Before we begin surveying the nominees, a tip o' the hat to the late, great Alan Rickman. I first encountered him while he entertainingly chewed the scenery as the Sheriff of Nottingham in the otherwise forgettable Robin Hood: Prince of Thieves. This role turned out to be atypical of other work I've seen by Rickman, whom I once called "The Gloomy Gus of the acting profession." He was ideal as the mysteriously brooding Colonel Brandon in Sense and Sensibility, the understandably grumpy "Dr. Lazarus" in Galaxy Quest, the haughty wine dealer in Bottle Shock (a delightful little movie), and the mournful ghost in Truly, Madly, Deeply, and yeah, he was also well-cast as Snape. I never saw Die Hard but I suspect he was good in that too. Let us bury with him some of his poorer movies and his less felicitous roles, such as the time he played Ronald Reagan.
Making a point of going out to the movie theater more often than usual this last year has yielded me a total of 6 Oscar nominees seen, about twice as many as I usually have at this point. Of these, by far the best was Spotlight, which has gotten enough attention that I need say nothing more than to ask, if Mark Ruffalo and Rachel McAdams had supporting roles, did anybody have a leading role? Surely not Michael Keaton, just because he played their boss. This is not the first time I've come to suspect that these categories' definitions are fncked. They don't seem capable of handling a genuine ensemble movie. I'm tempted to see the DVD with a stopwatch, to compare actors' screen times.
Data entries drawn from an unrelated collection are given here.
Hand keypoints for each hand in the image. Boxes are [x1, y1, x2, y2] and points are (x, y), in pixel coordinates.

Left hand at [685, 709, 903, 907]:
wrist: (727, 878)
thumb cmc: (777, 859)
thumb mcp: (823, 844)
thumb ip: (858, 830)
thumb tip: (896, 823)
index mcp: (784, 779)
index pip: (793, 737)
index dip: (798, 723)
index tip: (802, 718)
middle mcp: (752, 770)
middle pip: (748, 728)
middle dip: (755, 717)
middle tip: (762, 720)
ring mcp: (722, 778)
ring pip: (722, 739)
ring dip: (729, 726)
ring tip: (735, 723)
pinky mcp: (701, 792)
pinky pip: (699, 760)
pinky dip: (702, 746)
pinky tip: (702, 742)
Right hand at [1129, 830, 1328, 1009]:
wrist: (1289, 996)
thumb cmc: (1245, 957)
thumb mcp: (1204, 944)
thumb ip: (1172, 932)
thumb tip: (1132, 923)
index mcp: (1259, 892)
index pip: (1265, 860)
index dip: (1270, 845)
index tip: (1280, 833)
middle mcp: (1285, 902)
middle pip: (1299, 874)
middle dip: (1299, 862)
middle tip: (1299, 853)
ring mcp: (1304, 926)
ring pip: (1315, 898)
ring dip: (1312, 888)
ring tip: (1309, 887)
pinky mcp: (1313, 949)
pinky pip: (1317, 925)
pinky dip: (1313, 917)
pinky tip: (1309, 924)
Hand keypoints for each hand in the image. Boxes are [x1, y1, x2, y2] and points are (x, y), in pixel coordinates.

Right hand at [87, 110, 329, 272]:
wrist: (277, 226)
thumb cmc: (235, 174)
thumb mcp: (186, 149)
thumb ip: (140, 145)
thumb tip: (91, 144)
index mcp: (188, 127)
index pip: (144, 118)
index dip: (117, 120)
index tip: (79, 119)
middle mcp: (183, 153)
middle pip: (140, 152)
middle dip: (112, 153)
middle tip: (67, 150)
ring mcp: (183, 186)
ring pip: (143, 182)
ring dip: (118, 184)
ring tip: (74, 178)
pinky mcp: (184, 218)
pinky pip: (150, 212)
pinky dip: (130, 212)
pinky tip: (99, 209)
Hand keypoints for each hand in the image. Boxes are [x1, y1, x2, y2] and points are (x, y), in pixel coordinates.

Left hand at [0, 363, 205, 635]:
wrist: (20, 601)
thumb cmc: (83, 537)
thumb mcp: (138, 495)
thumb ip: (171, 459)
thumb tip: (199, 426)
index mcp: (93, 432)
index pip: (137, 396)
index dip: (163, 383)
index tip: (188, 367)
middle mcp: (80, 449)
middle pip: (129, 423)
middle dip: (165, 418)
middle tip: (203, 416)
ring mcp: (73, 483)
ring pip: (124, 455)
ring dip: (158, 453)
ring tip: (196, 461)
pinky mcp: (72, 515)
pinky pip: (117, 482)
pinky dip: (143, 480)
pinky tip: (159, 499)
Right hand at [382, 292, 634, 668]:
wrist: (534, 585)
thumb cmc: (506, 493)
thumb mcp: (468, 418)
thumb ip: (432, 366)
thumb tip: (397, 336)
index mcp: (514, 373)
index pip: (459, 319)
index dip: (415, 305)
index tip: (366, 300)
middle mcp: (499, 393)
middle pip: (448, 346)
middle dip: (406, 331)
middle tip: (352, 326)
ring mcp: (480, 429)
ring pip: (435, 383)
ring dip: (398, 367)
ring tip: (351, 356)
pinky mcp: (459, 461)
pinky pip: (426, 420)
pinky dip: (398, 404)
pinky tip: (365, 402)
Trumbo was also really good, for its historical meticulousness and its unblinking spotlight on both the strengths and weaknesses of the man. And, if you're going to focus a movie so closely on a larger-than-life character, you need a larger-than-life actor to play him, and Bryan Cranston is that man. Wow. Contrast that with Steve Jobs, whose synthetic hothouse plot had the smell of artificiality that Trumbo avoided, and in which Michael Fassbender achieved only narcissism, not the epic self-centeredness of Cranston's character.
I thought The Martian was overall a success, in that if you can make a story essentially about people sitting around and waiting for two years without boring me, you've achieved a good movie. On the other hand, Bridge of Spies, despite its tight, action-filled plot, did succeed in boring me. So did Inside Out, which would have made an absolutely marvelous 30-minute cartoon special, but stretched out to feature length became unbearably rambling and tedious.
The major Oscars (picture, directing, 4 acting, 2 screenplay) were spread around 19 movies this year, more than any year since 2012 (movies of 2011), and, like that year, no single movie dominated the nominations. Of the nominees I haven't seen, the one I most want to is The Big Short, and there's also some movies I intend to avoid, like The Revenant which just looks repellent, and The Danish Girl because the last thing I need is to fill my mind with a lot of misleading crap about transsexuality. About The Force Awakens I don't give a hoot one way or the other.